While this 2.7 represents my apathy, I feel that the 3.1 I held over my 4 years is a much

better effigy for my intelligence, since my time as a Freshman was my favorite academic year. That

year I had the privilege to attend both Computer Programming 1 and 2, the extent of coding

courses offered at Merced High. I had surpassed the entirety of my Computer Programming 1

class, self-learning all of their curriculum through homeschooling years before. Because of this,

Mr. Gaestel allowed me to pass along to the second course, a much more rigorous class that tested

my intelligence. Coding is my passion, and because of that, I feel that the 4 year average is much

more telling of my efforts, not my apathy.

This lack of drive for school was born from my sophomore year. That year my mother

passed to Leukemia, and I lost a parent as well as a mentor. My mother had homeschooled my

brother, sister and I from 2011 to 2014, from 5th grade to freshman year. She was a massive part of

my academic life, and when she left I had no one to push me to succeed. I was generally

unenergetic in class, and it didn’t help that the concepts of sophomore year far exceeded those of

the year prior. These factors combined with the lack of computer science courses available led me
to academic depression. I was really unhappy in life, but I didn’t feel like learning was important to

me anymore, and my grades felt that emotional shift just as much as my self.

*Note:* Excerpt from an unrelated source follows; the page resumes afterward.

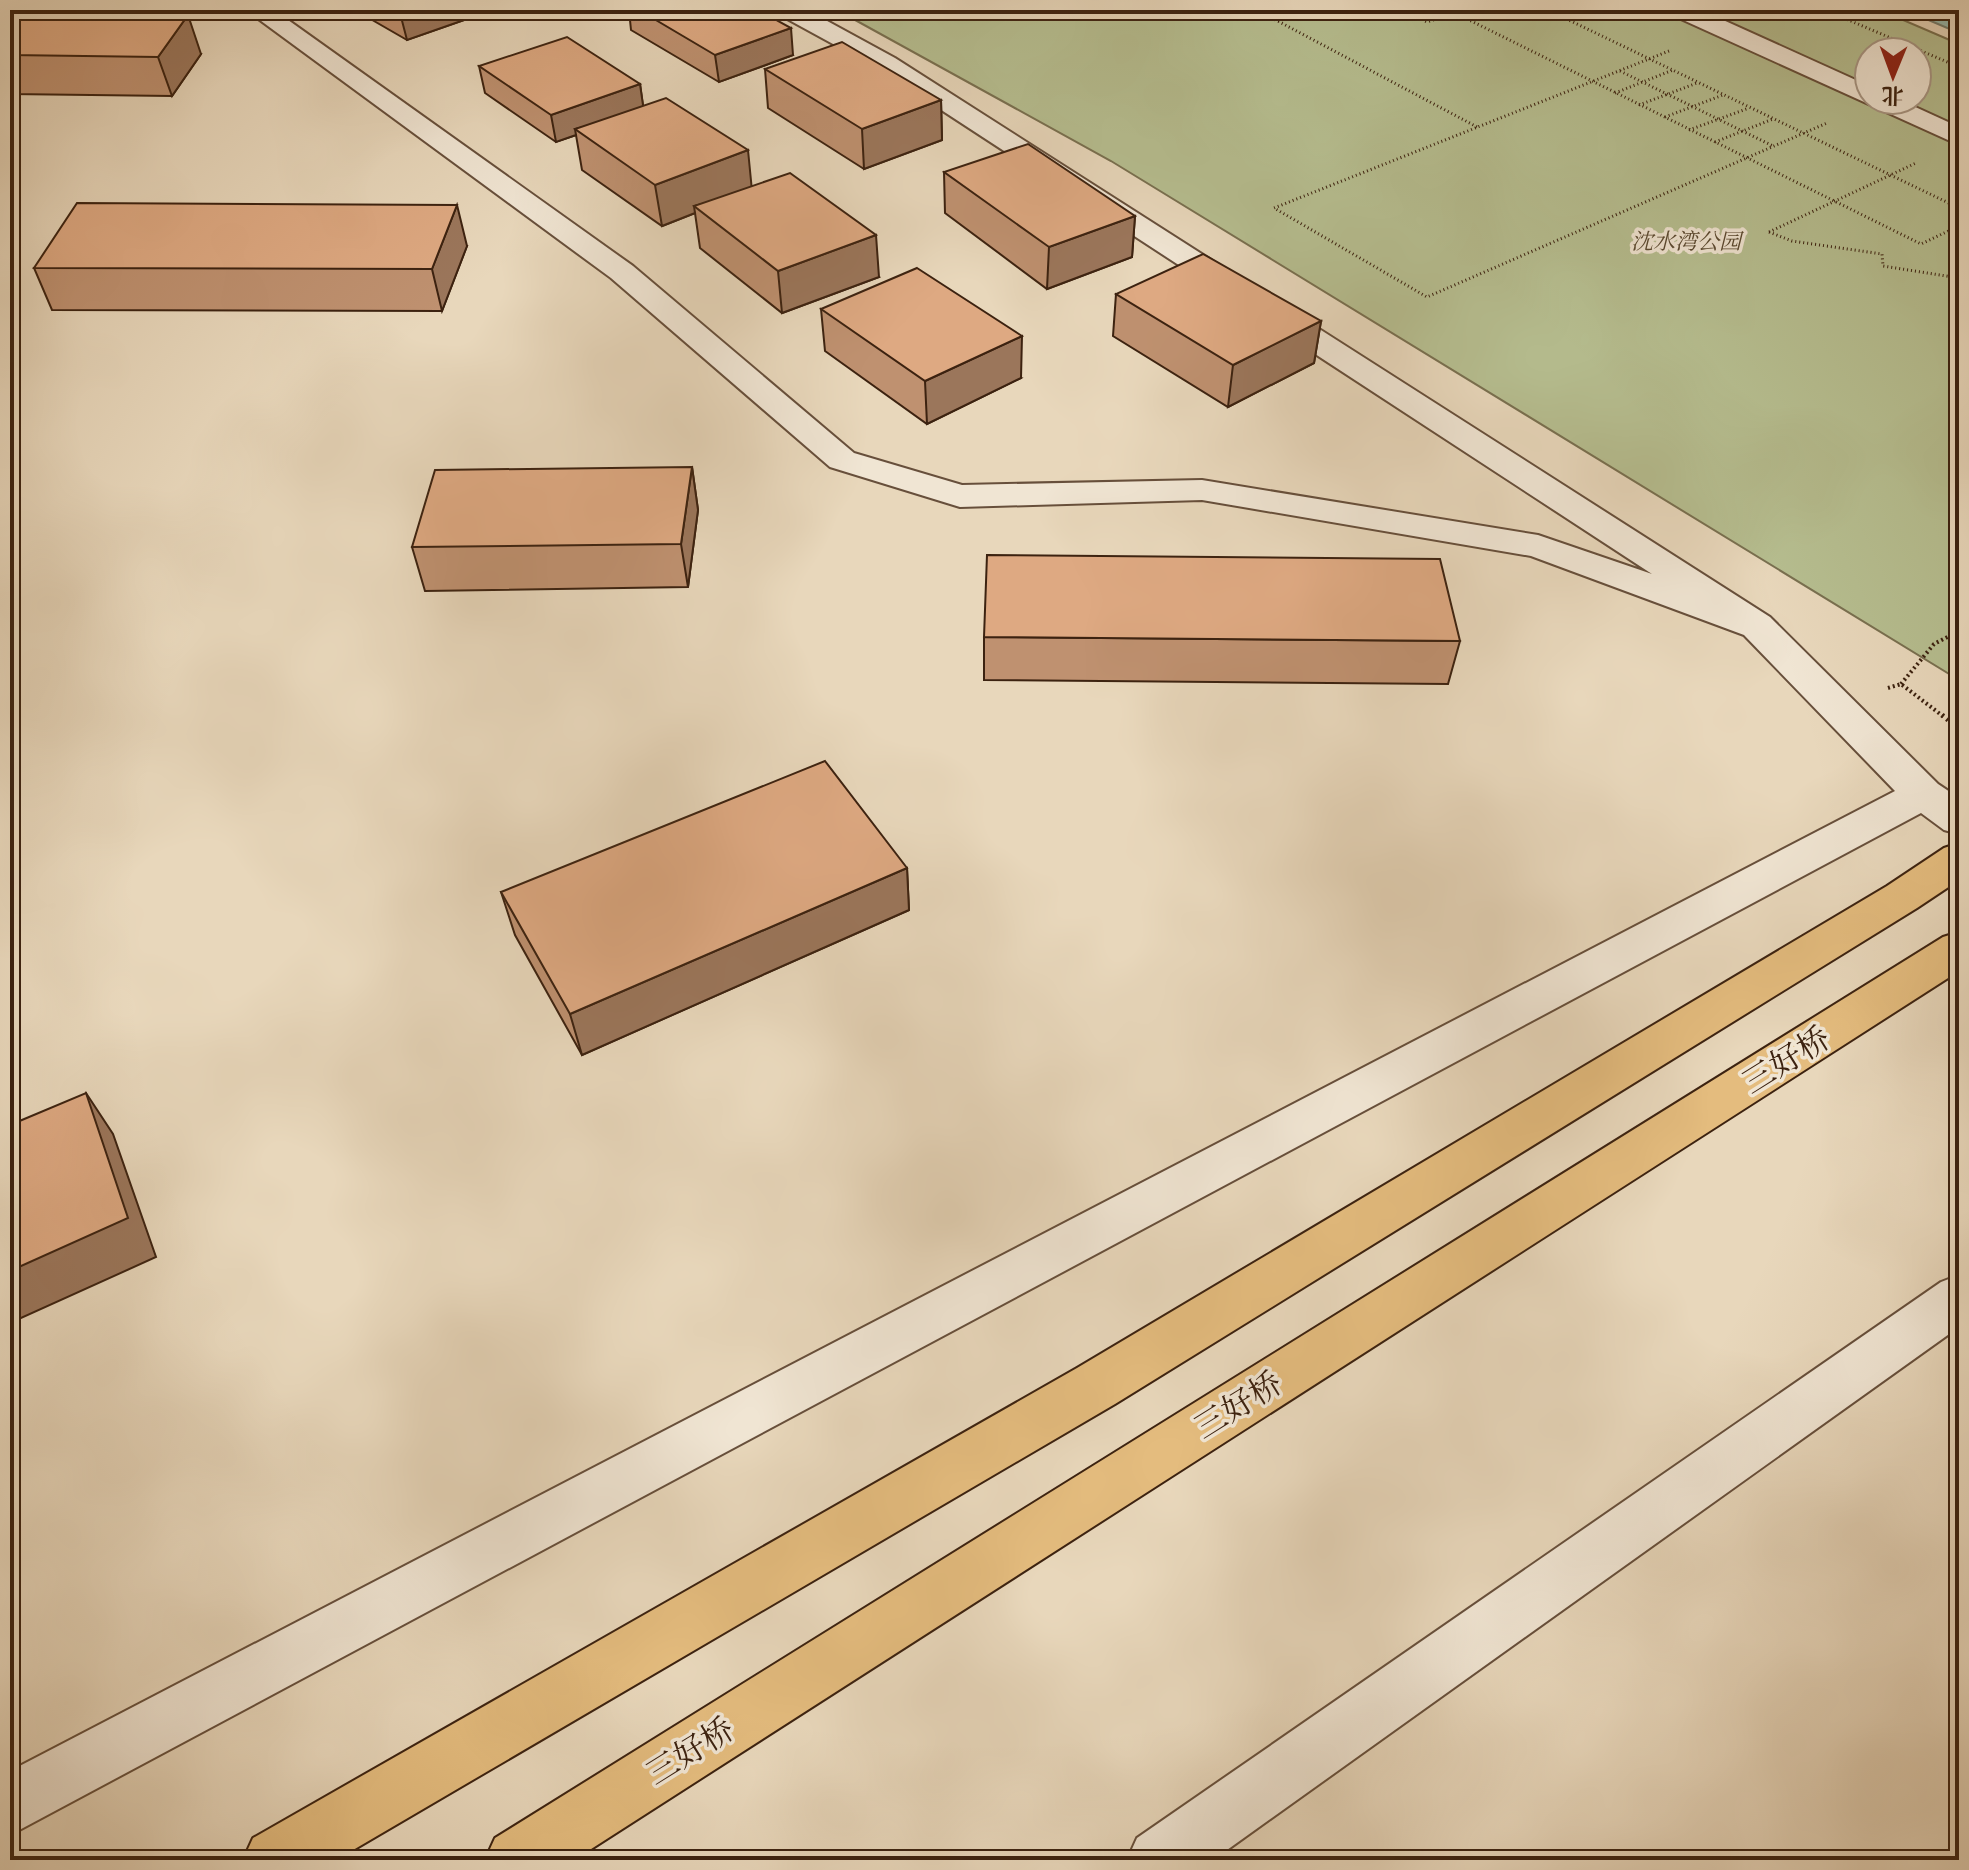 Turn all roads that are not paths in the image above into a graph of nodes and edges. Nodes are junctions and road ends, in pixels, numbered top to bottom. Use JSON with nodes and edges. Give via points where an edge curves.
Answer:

I was always an advanced student. Through my middle school life I never got any grade

lower than a B, so it was a shock when, through the social shift into freshman year, my Integreated

Math 2 grade fell to a C nearly 75% of the way through the schoolyear. This shock burned me, and

I worked tremendously to raise the grade, finally acing the course final. I ended that year with a B

and a hope for success in the future, however the latter would soon be challenged. After that year,

the shock of a C became much less painful. I had sustained 2 C’s my sophomore year, one even

decaying to an F by the very end of the first semester with a botched midterm paper. I was

desisitized to the feeling of failure, and my grades spiralled into failure. I went from a 3.6 to a 3.1

in that year, and from that 3.1 to an even lower 2.7 the year after that. I’ve still had yet to pass a

history course on this campus, getting by with summer school packets that ate up my time instead

of hikes in the mountains and afternoons with friends.

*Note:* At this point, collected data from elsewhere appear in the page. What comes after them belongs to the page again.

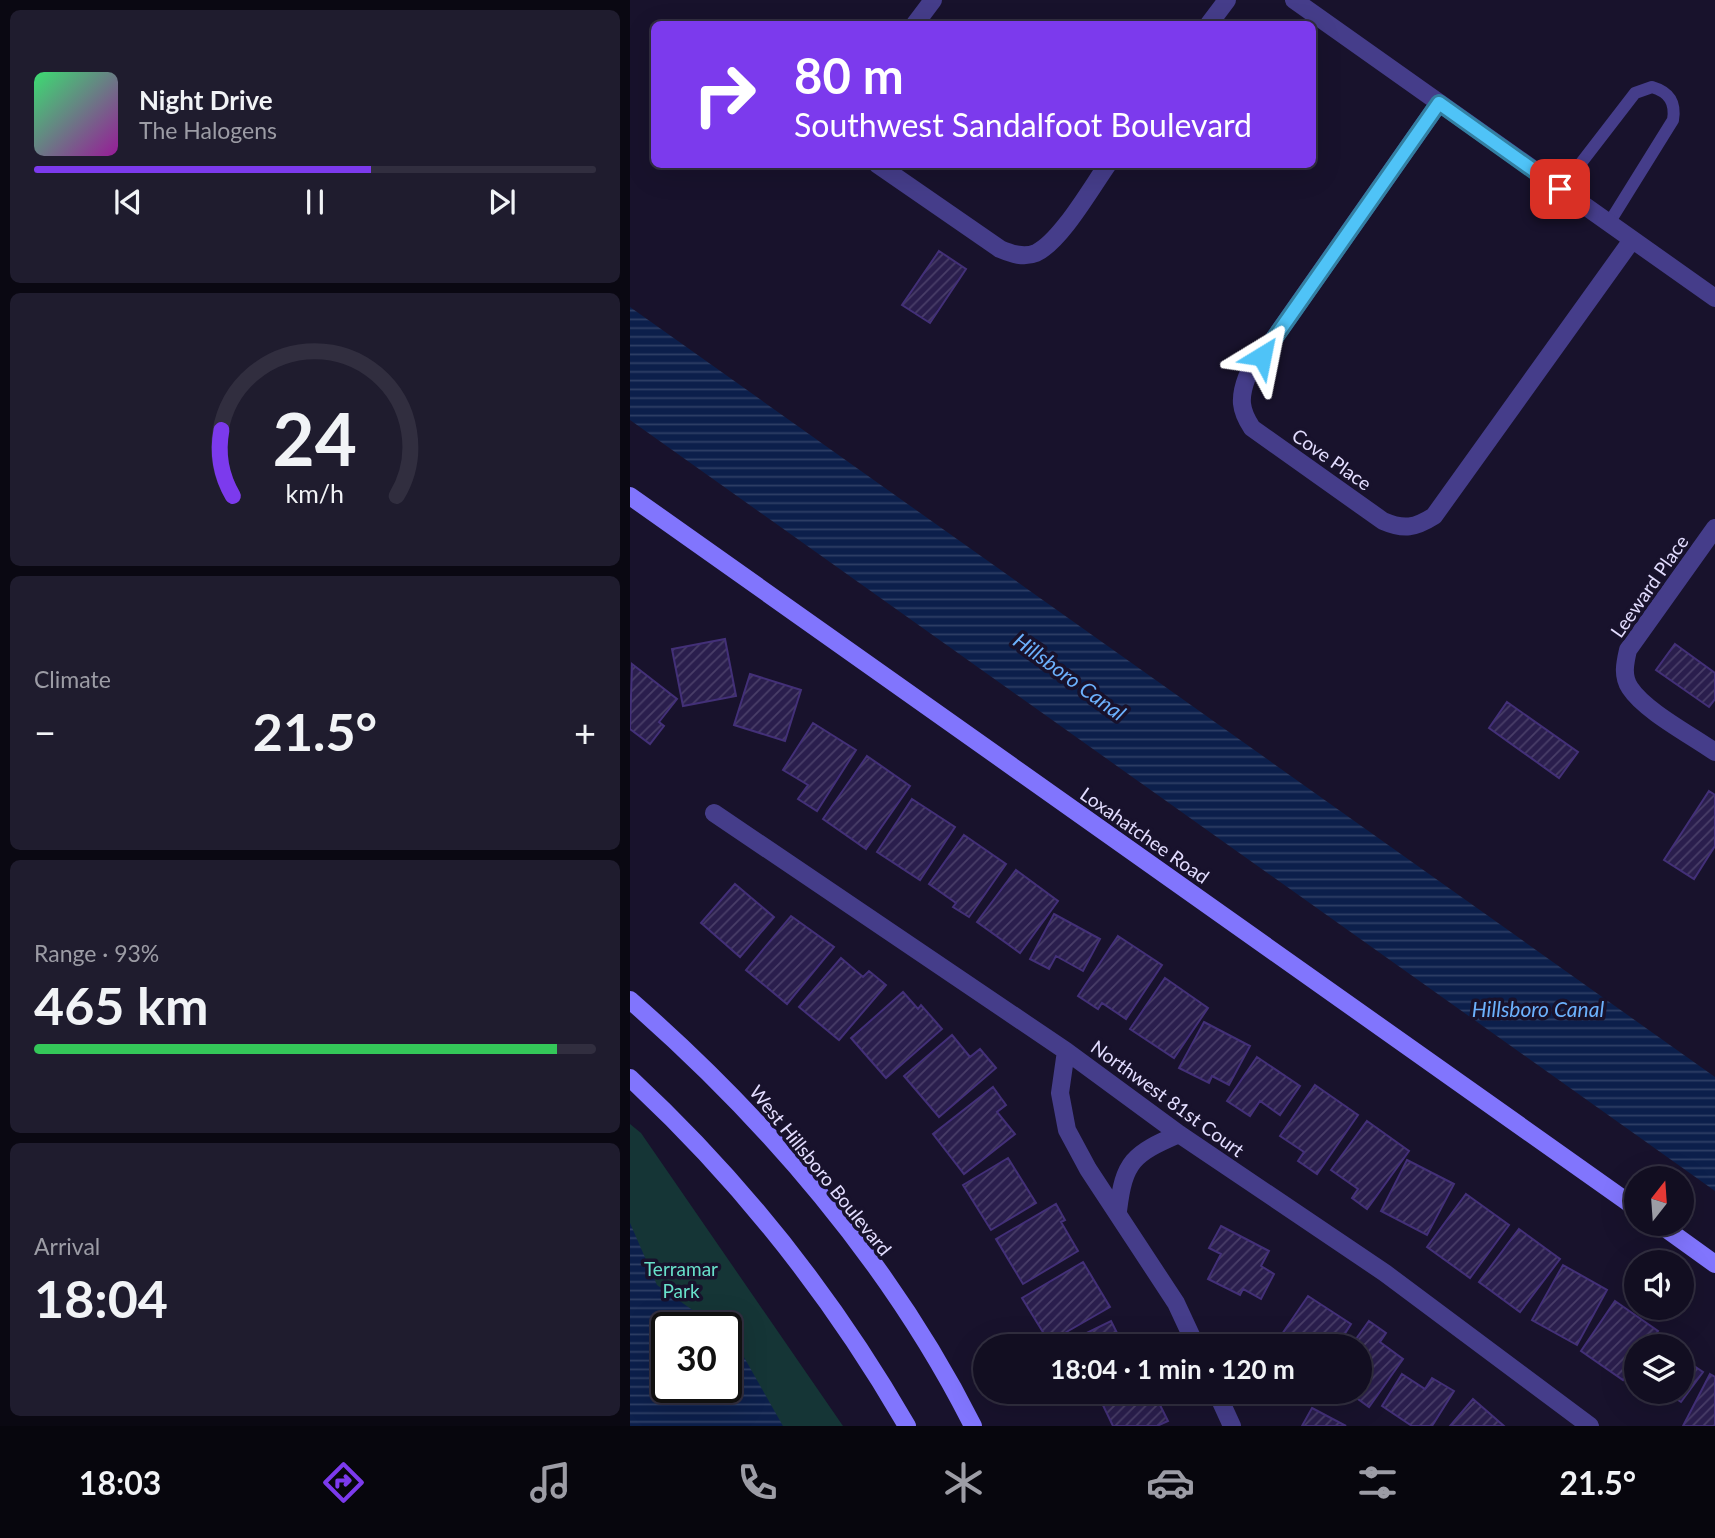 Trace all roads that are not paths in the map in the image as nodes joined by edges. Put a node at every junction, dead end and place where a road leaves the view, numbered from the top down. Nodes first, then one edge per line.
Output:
1 (933, 0) edge
2 (1227, 0) edge
3 (1294, 0) edge
4 (917, 21) edge
5 (1211, 21) edge
6 (1439, 103) junction
7 (883, 168) edge
8 (1105, 168) edge
9 (1560, 189) junction
10 (1609, 223) junction
11 (1632, 240) junction
12 (1715, 299) edge
13 (630, 496) edge
14 (1715, 528) edge
15 (1715, 752) edge
16 (714, 813) dead end
17 (630, 1000) edge
18 (1066, 1051) junction
19 (630, 1078) edge
20 (1179, 1134) junction
21 (1624, 1200) edge
22 (1118, 1211) junction
23 (1676, 1236) edge
24 (1715, 1264) edge
25 (1190, 1334) edge
26 (1222, 1404) edge
27 (907, 1426) edge
28 (972, 1426) edge
29 (1232, 1426) edge
30 (1590, 1426) edge

1 - 4 street
2 - 5 street
3 - 6 street
6 - 9 street
6 - 11 street, Cove Place
7 - 8 street
9 - 10 street
9 - 10 lane
10 - 11 street
11 - 12 street
13 - 21 main road, Loxahatchee Road
14 - 15 street, Leeward Place
16 - 18 street, Northwest 81st Court
17 - 28 main road, West Hillsboro Boulevard
18 - 20 street, Northwest 81st Court
18 - 22 street
19 - 27 main road
20 - 22 street
20 - 30 street, Northwest 81st Court
22 - 25 street
23 - 24 main road
26 - 29 street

If I could ever retake one course, it would have to be one of those history courses,

however I simply can’t decide which. My sophomore history class was taught by Mr. Dibblee, a

wonderful man who would later disappear from the classroom, a fact later corroborated by the

announcement that his cancer had left remission. I was in the last class he taught, and I still

couldn’t find the energy to write a single page over the winter break that would doom me to my

first F. At the same time, I feel that succeeding in AP US History the year following would have

given me many opportunities now. While I feel sad for slacking on Mr. Dibblee, passing the

APUSH test would have given me much better leverage in my applications to university, and an A

in an AP course would certainly have risen my GPA above the threshhold to apply for FAFSA.
This course was essential in my failure, and ultimately killed my chances of going straight to

university.

While it may seem that I failed through high school, drifting along on calm winds of a B

average, I think that doing mediocre is still better than just dropping out. I am proud that I stuck

through all of the adversity, and will be attending the graduation ceremony, walking with a 96%

attendance record no less. While I may have lacked, everybody has rough times, and now that

they’re past, I have the chance to succeed in college and make something out of the rest of my life,

all thanks to these experiences at MHS.